Landkreis Bekannter Aufsteiger: Rose in Eschenau

Jürgen und Adelheid Andruschkewitsch treiben seit »ewigen Zeiten« die »Rose« in Vellberg-Eschenau um. Jetzt haben sie an Punkten kräftig zugelegt.
Jürgen und Adelheid Andruschkewitsch treiben seit »ewigen Zeiten« die »Rose« in Vellberg-Eschenau um. Jetzt haben sie an Punkten kräftig zugelegt. © Foto: SWR
Landkreis / MATHIAS BARTELS 08.03.2014
Wenn sich der Südwestrundfunk bei ihm anmeldet, geht Jürgen Andruschkewitsch auch schon mal mit dem Tatort-Kommissar für eine Dokumentation über alte Apfelsorten in den Garten. Und freut sich wie ein Schneekönig, wenn er etwas mitteilen kann.

Schließlich stellt der Garten für den Spitzenkoch aus Vellberg-Eschenau den idealen Ausgleich zum aufreibenden Job in der Küche dar. "Wenn ich mich zwei Stunden am Tag um meine Kräuter kümmern kann", sagt der 54-Jährige, "dann bin ich in einer anderen Welt und entspanne total."

Die heimischen Kräuter sind es nicht zuletzt, die Jürgen Andruschkewitsch und seiner Frau Adelheid das Image eingetragen haben, das sie mittlerweile weit über die Region hinaus genießen: "Die mit den Kräutern kochen." Bis aus Stuttgart, Nürnberg, Heidelberg kommen Stammgäste, die oft ausschließlich und ganz bewusst die "Rose" ansteuern. Mund-zu-Mund-Propaganda hat dem Ehepaar den Ruf verschafft, der den beiden mittlerweile vorauseilt.

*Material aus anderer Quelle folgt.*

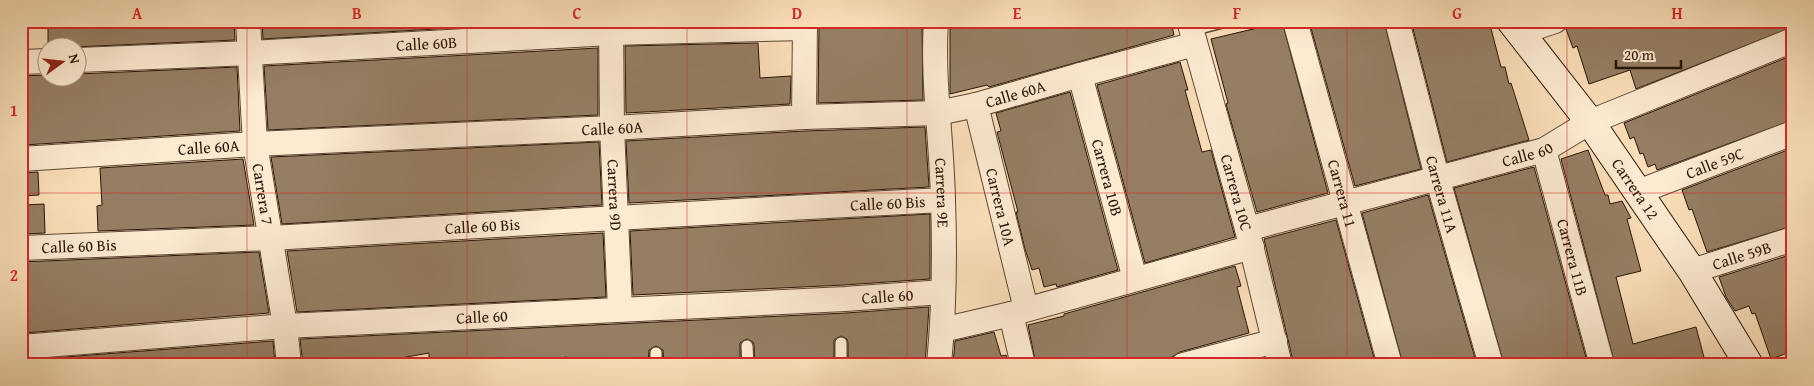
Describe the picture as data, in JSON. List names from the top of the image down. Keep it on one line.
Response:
{"streets":{"main road":["Carrera 12"],"street":["Calle 60B","Calle 60A","Calle 60","Calle 59C","Carrera 10B","Carrera 10C","Carrera 7","Carrera 9E","Carrera 11","Carrera 11A","Carrera 9D","Calle 60 Bis","Carrera 10A","Calle 59B","Carrera 11B"]},"crossings":[["Calle 60B","Carrera 7"],["Calle 60B","Carrera 9D"],["Calle 60A","Carrera 10B"],["Calle 60A","Carrera 10C"],["Calle 60A","Carrera 7"],["Calle 60A","Carrera 9E"],["Calle 60A","Carrera 9D"],["Calle 60A","Carrera 10A"],["Calle 60","Carrera 10B"],["Calle 60","Carrera 12"],["Calle 60","Carrera 10C"],["Calle 60","Carrera 7"],["Calle 60","Carrera 9E"],["Calle 60","Carrera 11"],["Calle 60","Carrera 11A"],["Calle 60","Carrera 9D"],["Calle 60","Carrera 10A"],["Calle 60","Carrera 11B"],["Calle 59C","Carrera 12"],["Carrera 12","Calle 59B"],["Carrera 7","Calle 60 Bis"],["Carrera 9E","Calle 60 Bis"],["Carrera 9D","Calle 60 Bis"]],"scale_bar":"20 m","north":"right","grid":{"columns":["A","B","C","D","E","F","G","H"],"rows":["1","2"]}}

In der Vergangenheit vor allem "Slow-Foodern" ein Begriff, dürfte sich das spätestens jetzt ändern, wo die Gaststätte auch von renommierten Gastro-Kritikern entdeckt worden ist - und bei ihnen kräftig punktet. Im vergangenen Jahr erstmals gelistet, hat es Andruschkewitsch mittlerweile auf 24 Punkte in der "Restaurant-Rangliste" gebracht. "Vor Jahren war mal ein Michelin-Tester bei uns", erzählt er. "Dem hat es wunderbar geschmeckt, aber dann hat er uns gestanden, er habe keine Schublade, in die er das Lokal einordnen könnte." So kanns gehen! Seit allerdings Begriffe wie "vegetarisch" und "vegan" Eingang in breitere Bevölkerungsschichten und ins Massenbewusstsein gefunden haben, stehen auch die Andruschkewitschs nicht mehr so isoliert da wie noch vor Jahren.

Wobei, wie der Küchenmeister zugibt, bei ihm durchaus Fleisch und Fisch auf den Tisch kommen. "Ich kaufe immer ganze Tiere aus der Region", gesteht er. Die werden komplett verarbeitet, selbstverständlich auch die sogenannten unedlen Stücke. "Gerade darin zeigt sich doch die Meisterschaft eines Kochs, daraus etwas Supertolles zu kreieren", meint Jürgen Andruschkewitsch.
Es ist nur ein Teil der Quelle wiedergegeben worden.